"Life's Essential 8": Habits to Boost Your Cardiovascular Health
Posted February 24, 2025 by Brianna French, M.D.

Maintaining good cardiovascular health can help you enjoy a longer, healthier life. Cardiovascular health refers to the overall well-being of the heart and blood vessels, ensuring they function efficiently to circulate blood, oxygen and nutrients throughout the body. Strong cardiovascular health reduces the risk of heart disease, stroke and other serious conditions.
Heart disease remains a leading cause of death worldwide, according to the World Health Organization. In the U.S. alone, almost 700,000 people died from heart disease in 2020 – that’s one in every five deaths. Prioritizing heart health can help prevent these outcomes.

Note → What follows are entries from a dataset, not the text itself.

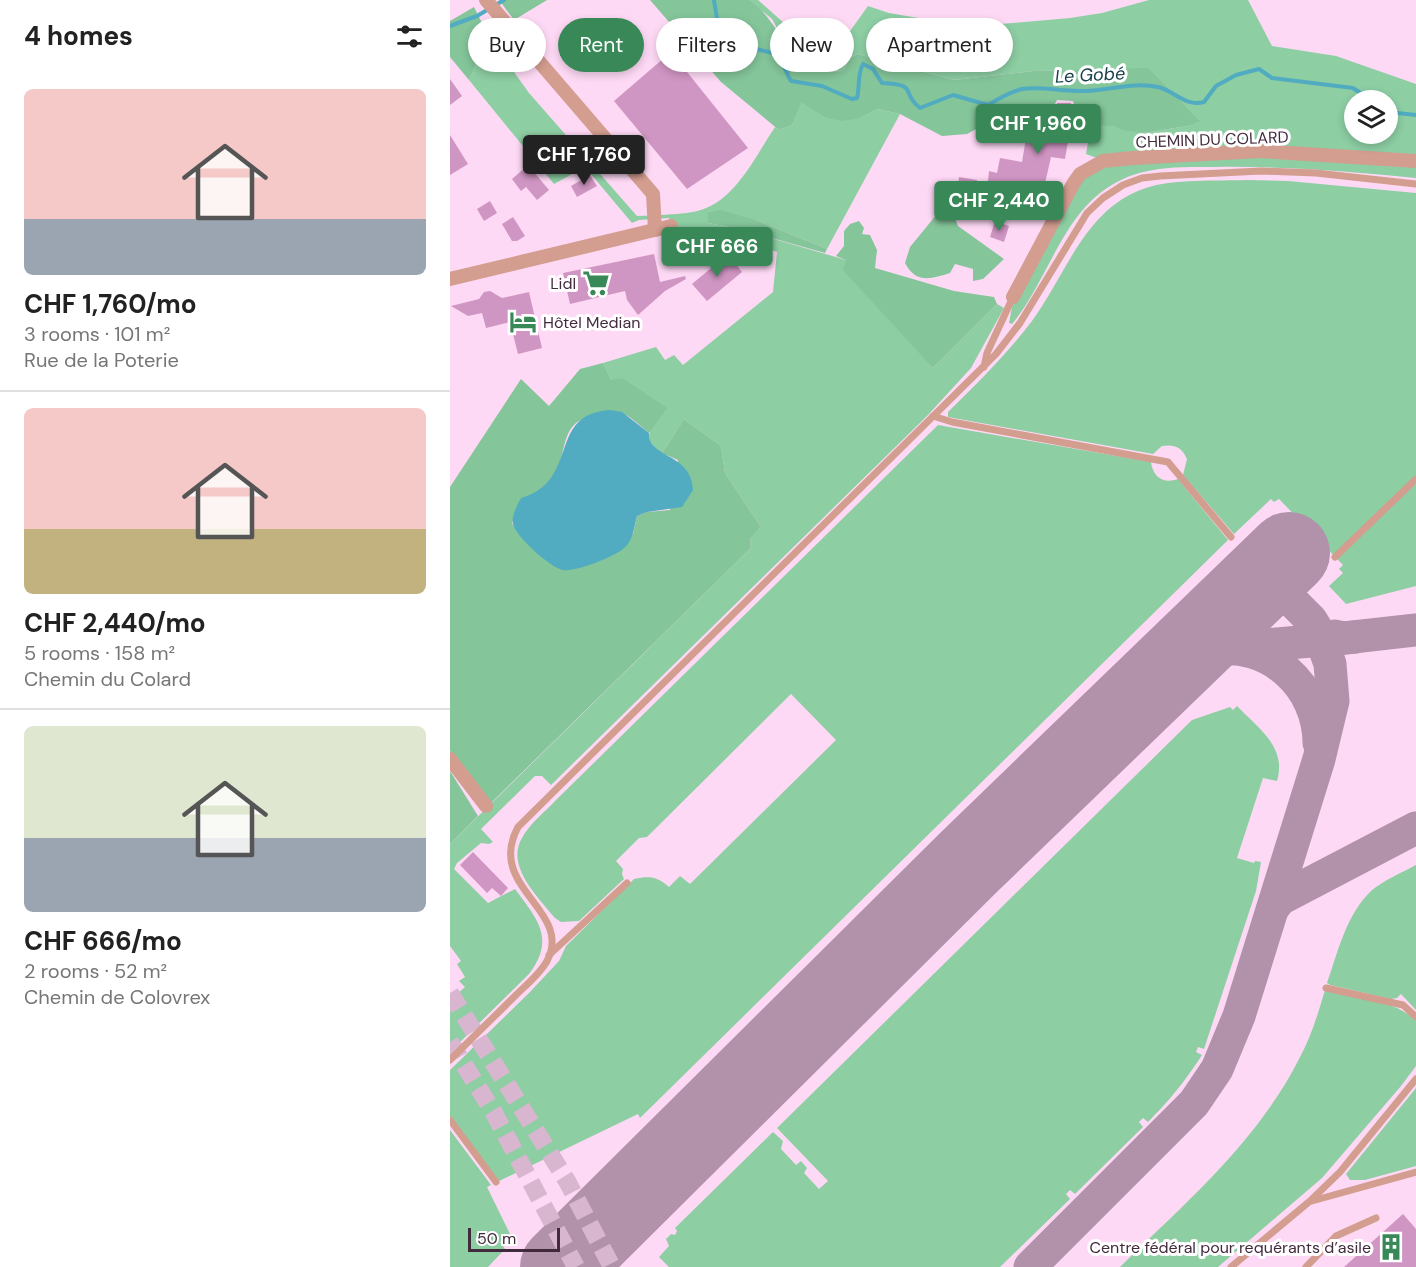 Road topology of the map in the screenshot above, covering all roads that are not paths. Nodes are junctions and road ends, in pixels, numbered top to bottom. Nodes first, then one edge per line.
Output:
1 (497, 12) edge
2 (1416, 161) edge
3 (1416, 184) edge
4 (671, 226) dead end
5 (655, 230) junction
6 (450, 279) edge
7 (1013, 297) joint
8 (984, 367) junction
9 (933, 416) junction
10 (1416, 479) edge
11 (1231, 537) dead end
12 (1335, 557) dead end
13 (450, 759) edge
14 (486, 806) dead end
15 (627, 882) dead end
16 (549, 955) junction
17 (1326, 987) dead end
18 (1416, 1017) edge
19 (450, 1060) edge
20 (1416, 1079) edge
21 (450, 1120) edge
22 (1416, 1172) edge
23 (496, 1182) dead end
24 (1310, 1201) junction
25 (1376, 1218) dead end
26 (1231, 1267) edge
27 (1306, 1267) edge

1 - 5 street
2 - 7 street, CHEMIN DU COLARD
3 - 8 lane
4 - 5 street
5 - 6 street
7 - 8 lane
8 - 9 lane
9 - 11 lane
9 - 16 lane
10 - 12 lane
13 - 14 street
15 - 16 lane
16 - 19 lane
17 - 18 lane
20 - 24 lane
21 - 23 lane
22 - 24 lane
24 - 26 lane
25 - 27 lane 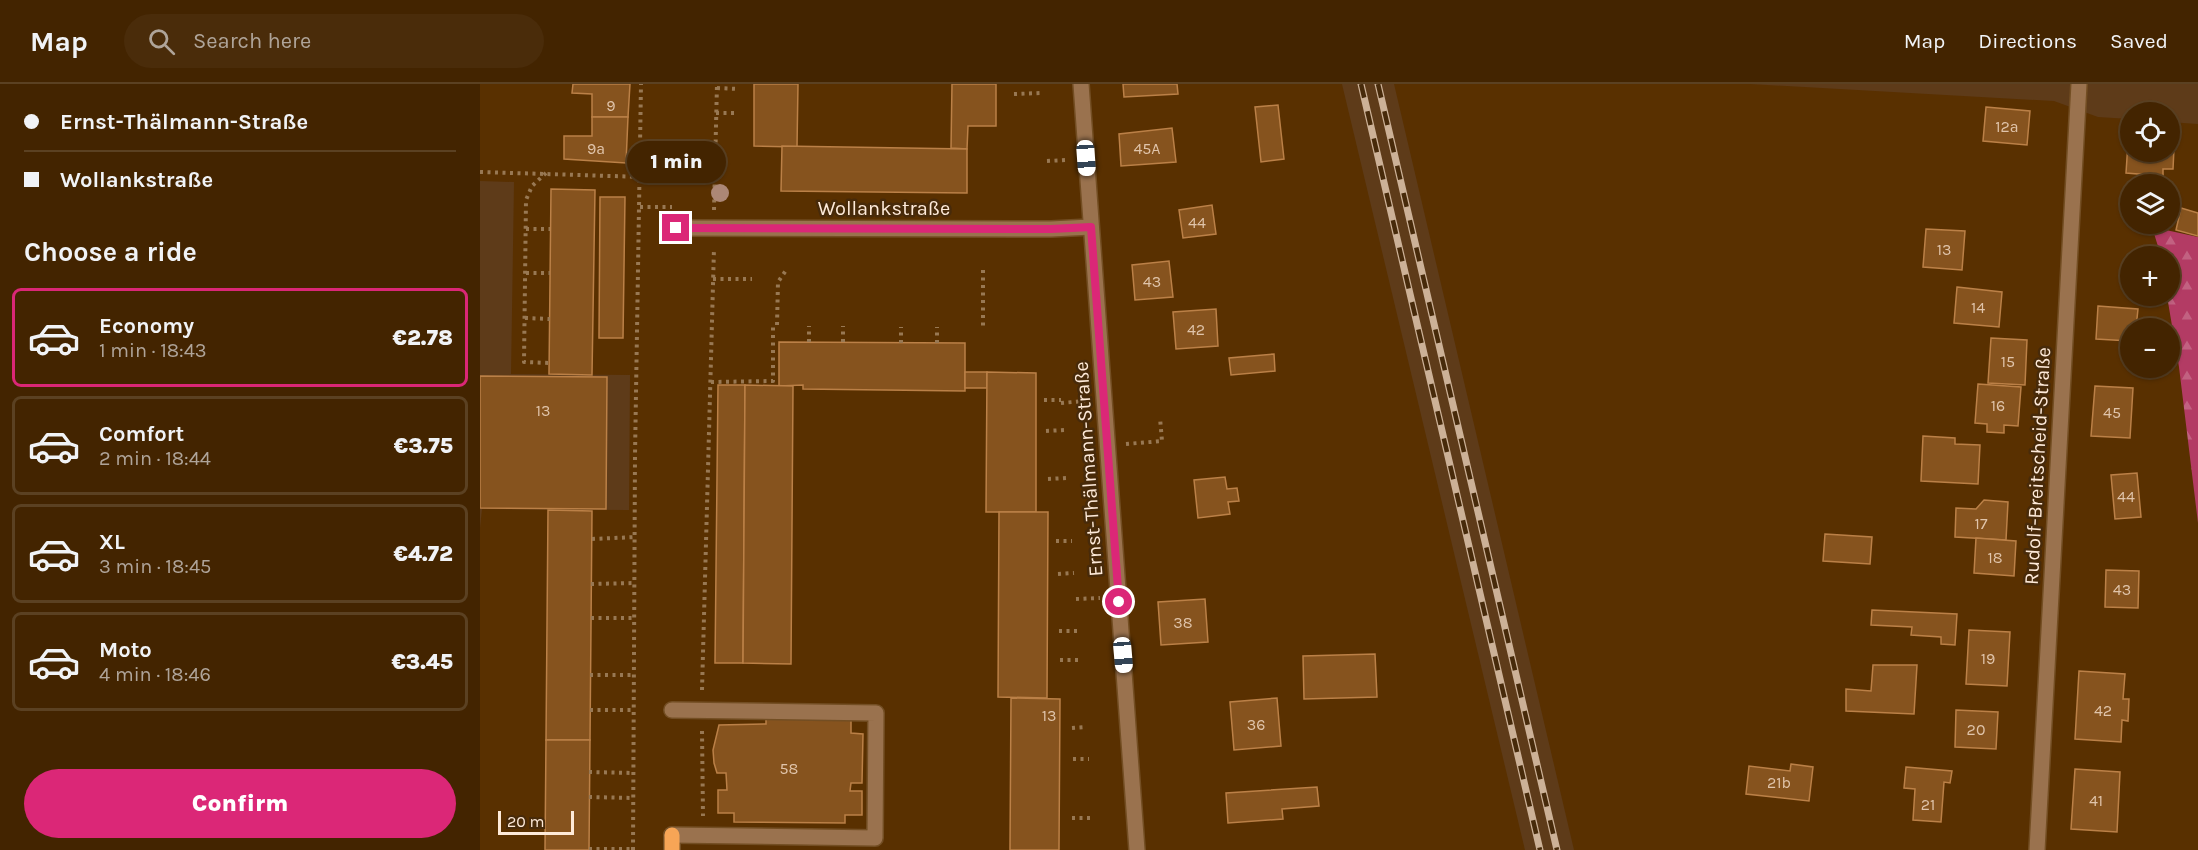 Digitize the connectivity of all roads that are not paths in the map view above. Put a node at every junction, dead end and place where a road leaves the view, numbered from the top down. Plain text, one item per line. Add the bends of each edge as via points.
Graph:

Know the Risks of Cardiovascular Disease
While genetics play a role, many risk factors for cardiovascular disease are within your control. Understanding these risks is the first step toward protecting your heart health:
- Unhealthy Diet: Processed foods, high sodium, and added sugars raise cardiovascular disease risk.

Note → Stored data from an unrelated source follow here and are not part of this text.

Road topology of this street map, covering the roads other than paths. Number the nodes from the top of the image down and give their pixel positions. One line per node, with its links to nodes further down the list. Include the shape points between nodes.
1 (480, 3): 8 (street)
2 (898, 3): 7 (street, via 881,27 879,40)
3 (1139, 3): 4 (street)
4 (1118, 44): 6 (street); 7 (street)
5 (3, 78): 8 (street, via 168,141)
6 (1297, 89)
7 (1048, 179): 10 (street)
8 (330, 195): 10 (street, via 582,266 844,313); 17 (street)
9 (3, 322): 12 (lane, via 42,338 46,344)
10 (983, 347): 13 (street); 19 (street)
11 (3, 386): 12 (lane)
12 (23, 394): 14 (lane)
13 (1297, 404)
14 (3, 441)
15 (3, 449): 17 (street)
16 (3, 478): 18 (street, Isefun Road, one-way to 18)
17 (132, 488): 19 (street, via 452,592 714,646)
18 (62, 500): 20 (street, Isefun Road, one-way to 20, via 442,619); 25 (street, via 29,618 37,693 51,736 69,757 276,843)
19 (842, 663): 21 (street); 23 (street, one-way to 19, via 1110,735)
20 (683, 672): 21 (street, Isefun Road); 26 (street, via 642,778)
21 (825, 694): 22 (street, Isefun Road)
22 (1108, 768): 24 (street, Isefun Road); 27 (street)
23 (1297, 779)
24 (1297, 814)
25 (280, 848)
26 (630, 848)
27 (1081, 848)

- Excess Alcohol: Raises blood pressure and contributes to heart disease.
- Chronic Stress: Can lead to high blood pressure and inflammation.
- Age: Risk increases with age, but prevention matters at any stage.
- Diabetes: High blood sugar damages blood vessels and the heart.
- Obesity: Linked to 42% of American adults, increasing cardiovascular disease risk.
- High Cholesterol: Leads to plaque buildup and narrowed arteries.
- High Blood Pressure: Affects nearly 50% of U.S. adults, straining the heart.
- Smoking: Increases heart disease risk and causes 1 in 4 heart disease related deaths. Smokers have twice the risk of heart attacks.
How to Improve Your Cardiovascular Health
The American Heart Association’s "Life’s Essential 8" outlines eight key steps to boost and maintain your cardiovascular health.
- Eat Better: Build a heart-healthy diet with whole grains, fruits, vegetables and lean proteins. Limit sugary drinks, alcohol, sodium and processed meats. Read nutrition labels, control portions and be mindful of calorie intake.
- Be More Active:Get at least 150 minutes of moderate or 75 minutes of vigorous exercise per week. Strength train, increase intensity over time and break up long periods of sitting. Move more, sit less!
- Manage Blood Sugar: Keep blood glucose levels in check to prevent diabetes. Work with your healthcare provider for regular screenings and, if diagnosed with Type 2 diabetes, monitor your blood sugar consistently.
- Maintain a Healthy Weight: Stay active, eat smart and be mindful of emotional eating. Track your habits and seek support if weight loss is challenging on your own.
- Control Cholesterol: Keep LDL (bad) cholesterol low and HDL (good) cholesterol high by eating heart-smart foods, staying active, quitting nicotine and taking medication if needed.
- Manage Blood Pressure:Aim for below 120/80 mmHg by maintaining a healthy weight, exercising, limiting alcohol and treating sleep apnea. Try the DASH diet to naturally lower hypertension.
- Quit Smoking, Vaping and Tobacco: You’re more likely to quit if you create a plan that fits your lifestyle. Set a quit date, choose a method (cold turkey or gradual), seek support if needed and prepare for cravings.
- Prioritize Sleep: Get 7 to 9 hours per night. Keep screens away from your bed, dim the display, mute notifications and use an app blocker to curb late-night scrolling.
By following "Life’s Essential 8" steps, you can take control of your cardiovascular health, lower your risks and live a longer, healthier life!